The Umbrella Music Organization is a collective run for and by improvising musicians in Chicago for the purpose of creating playing opportunities for its members.  The organization also enjoys strong creative alliances and relationships with musicians around the world that allow Chicago audiences to keep an ear on a broad range of creative improvised musics.  Umbrella Music consolidates three long-running weekly series under a single promotional structure; the Immediate Sound Series each Wednesday at The Hideout, the Elastic Improvised Music Series at the Elastic Arts Foundation on Thursdays, and the Sunday Transmission Series at the Hungry Brain.

Hans Peter Pfammatter Trio

Hans Peter Pfammatter Trio: Hans Peter Pfammatter (piano); Jason Roebke (bass)

With more than 150 concerts scheduled each year, Umbrella Music offers live music with remarkable consistency.  The Umbrella Music Festival is the highlight of the year as the organization celebrates by adding even more sets to the calendar, and for one week they miraculously increase both the quantity and quality of the music that is already presented year round.  The “nexus” quality of the Chicago music scene is emphasized by bringing in guest performers with strong connections to the improvising community in Chicago while still showcasing many of the city’s best players.  Simply put, it is the best week to bring one’s ears to Chicago.

With such an abundance of great music and guest performers, it inevitably spills beyond the confines of the official festival dates.  The pre-festival concerts set the tone for this year’s celebration and featured incredible performances reserved for the true die hards, beginning with the first ever Ratchet Series Home Concert held at drummer Frank Rosaly’s home.  The small, invitation-only event featured the duo of John Butcher (from the UK) on tenor and soprano saxophone and Jason Roebke on bass.  Their set was an exquisitely restrained music by subtraction.  The pair took advantage of the intimacy of the living room to realize music without amplification or projection.
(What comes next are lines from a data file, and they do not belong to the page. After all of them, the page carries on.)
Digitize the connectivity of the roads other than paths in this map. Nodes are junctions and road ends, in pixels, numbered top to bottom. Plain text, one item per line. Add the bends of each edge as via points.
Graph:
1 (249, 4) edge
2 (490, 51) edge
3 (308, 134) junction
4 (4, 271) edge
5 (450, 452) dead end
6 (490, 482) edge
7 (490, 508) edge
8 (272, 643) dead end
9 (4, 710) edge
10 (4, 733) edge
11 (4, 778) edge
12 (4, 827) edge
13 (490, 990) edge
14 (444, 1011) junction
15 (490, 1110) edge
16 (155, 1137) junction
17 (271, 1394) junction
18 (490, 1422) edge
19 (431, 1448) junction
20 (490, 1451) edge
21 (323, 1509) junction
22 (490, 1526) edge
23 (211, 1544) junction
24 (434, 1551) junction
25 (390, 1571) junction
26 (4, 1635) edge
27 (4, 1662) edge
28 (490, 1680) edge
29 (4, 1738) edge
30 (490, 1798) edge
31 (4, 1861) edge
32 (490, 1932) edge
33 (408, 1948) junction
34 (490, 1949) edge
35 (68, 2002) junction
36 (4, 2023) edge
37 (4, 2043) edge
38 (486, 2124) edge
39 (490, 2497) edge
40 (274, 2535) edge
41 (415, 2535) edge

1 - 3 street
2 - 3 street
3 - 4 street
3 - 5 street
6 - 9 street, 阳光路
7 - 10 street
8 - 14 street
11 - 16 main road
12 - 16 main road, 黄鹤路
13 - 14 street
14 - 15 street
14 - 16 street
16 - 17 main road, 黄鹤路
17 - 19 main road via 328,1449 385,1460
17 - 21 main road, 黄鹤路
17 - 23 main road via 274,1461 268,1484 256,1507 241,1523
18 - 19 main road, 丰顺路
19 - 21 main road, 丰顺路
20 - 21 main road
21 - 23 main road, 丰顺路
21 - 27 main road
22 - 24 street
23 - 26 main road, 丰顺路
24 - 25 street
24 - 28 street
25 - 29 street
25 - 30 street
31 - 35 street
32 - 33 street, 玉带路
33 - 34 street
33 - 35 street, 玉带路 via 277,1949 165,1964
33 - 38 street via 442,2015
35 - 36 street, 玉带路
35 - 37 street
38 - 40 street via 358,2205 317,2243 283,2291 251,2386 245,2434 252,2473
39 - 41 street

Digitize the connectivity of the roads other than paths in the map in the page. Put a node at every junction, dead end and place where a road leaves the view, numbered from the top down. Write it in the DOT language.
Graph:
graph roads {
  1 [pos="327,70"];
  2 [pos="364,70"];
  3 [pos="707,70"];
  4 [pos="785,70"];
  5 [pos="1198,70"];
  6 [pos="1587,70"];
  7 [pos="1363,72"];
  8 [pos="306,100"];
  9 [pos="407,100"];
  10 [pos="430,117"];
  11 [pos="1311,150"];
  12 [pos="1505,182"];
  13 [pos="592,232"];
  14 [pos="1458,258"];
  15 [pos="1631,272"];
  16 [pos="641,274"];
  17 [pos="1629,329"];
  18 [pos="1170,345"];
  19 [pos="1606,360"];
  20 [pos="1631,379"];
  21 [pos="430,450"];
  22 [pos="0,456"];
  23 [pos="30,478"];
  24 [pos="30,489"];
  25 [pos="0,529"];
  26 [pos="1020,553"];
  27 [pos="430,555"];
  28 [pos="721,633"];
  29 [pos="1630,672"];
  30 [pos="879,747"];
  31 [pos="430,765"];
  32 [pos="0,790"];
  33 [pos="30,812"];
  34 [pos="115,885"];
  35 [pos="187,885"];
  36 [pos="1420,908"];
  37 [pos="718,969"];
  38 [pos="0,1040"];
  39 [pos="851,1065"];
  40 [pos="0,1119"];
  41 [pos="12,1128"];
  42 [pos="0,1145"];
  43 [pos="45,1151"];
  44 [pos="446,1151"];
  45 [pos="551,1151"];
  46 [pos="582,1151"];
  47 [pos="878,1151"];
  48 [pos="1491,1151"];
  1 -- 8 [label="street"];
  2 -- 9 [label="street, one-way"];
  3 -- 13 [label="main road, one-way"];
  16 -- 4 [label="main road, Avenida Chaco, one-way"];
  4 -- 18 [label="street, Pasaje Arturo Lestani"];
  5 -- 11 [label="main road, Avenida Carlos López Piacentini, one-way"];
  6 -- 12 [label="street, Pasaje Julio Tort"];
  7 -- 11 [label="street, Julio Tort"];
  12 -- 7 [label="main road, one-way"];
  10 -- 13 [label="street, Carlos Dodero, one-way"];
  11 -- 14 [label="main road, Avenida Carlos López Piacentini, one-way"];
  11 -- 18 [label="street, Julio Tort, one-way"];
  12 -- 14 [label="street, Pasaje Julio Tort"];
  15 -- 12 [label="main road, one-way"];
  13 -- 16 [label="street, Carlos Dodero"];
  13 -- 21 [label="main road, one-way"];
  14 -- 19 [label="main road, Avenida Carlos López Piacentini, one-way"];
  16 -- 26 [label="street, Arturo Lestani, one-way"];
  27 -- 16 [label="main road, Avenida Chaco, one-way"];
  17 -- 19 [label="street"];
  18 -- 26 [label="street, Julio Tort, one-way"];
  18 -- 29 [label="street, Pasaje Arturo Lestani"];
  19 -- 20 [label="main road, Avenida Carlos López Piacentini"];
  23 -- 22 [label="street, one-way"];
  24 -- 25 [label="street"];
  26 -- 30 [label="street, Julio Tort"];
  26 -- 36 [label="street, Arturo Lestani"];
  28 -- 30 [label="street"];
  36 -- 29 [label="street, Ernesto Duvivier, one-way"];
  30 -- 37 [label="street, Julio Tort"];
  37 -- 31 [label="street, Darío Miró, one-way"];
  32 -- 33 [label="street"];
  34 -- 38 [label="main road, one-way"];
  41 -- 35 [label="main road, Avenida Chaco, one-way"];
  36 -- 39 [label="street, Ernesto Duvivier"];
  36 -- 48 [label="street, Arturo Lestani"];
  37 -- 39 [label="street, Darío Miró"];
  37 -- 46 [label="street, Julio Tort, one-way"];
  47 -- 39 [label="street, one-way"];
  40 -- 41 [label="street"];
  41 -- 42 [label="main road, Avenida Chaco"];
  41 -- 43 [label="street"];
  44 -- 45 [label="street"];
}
Their music was quiet enough to hear John Butcher scrape the reed of his soprano saxophone against his whiskers—a sound that he explored as musical material.  Music quiet enough to hear Jason Roebke bow the foot of his double bass.  Each player was enormously selective about what they added even as they made multiple break-neck transitions between textures with a coordination that bordered on sounding rehearsed.  They also demonstrated a remarkable ability to move freely between idiomatic jazz materials and sparse, open textures dominated by the extremes of their extended technique.  It was an impressive set of introspective rapport.

The pre-festival performances continued across town with an all-Chicago Trio of Dave Rempis on reeds, Devin Hoff on bass, and Mike Reed on drums holding court at The Whistler in the Logan Square neighborhood.  This trio offered up a pair of high energy sets that packed enough volume to offset the lively environment of one of Chicago’s hippest cocktail bars.  Taken together, these two pre-festival performances laid out the dynamic extremes that mark the Umbrella Music experience as one that embraces honest improvised expression in all of its forms.  With an advance screening of Soldier of the Road: A Portrait of Peter Brotzmann also happening downtown as yet another pre-festival activity, there was plenty to whet the appetite as things ramped up toward the full-on excess ahead.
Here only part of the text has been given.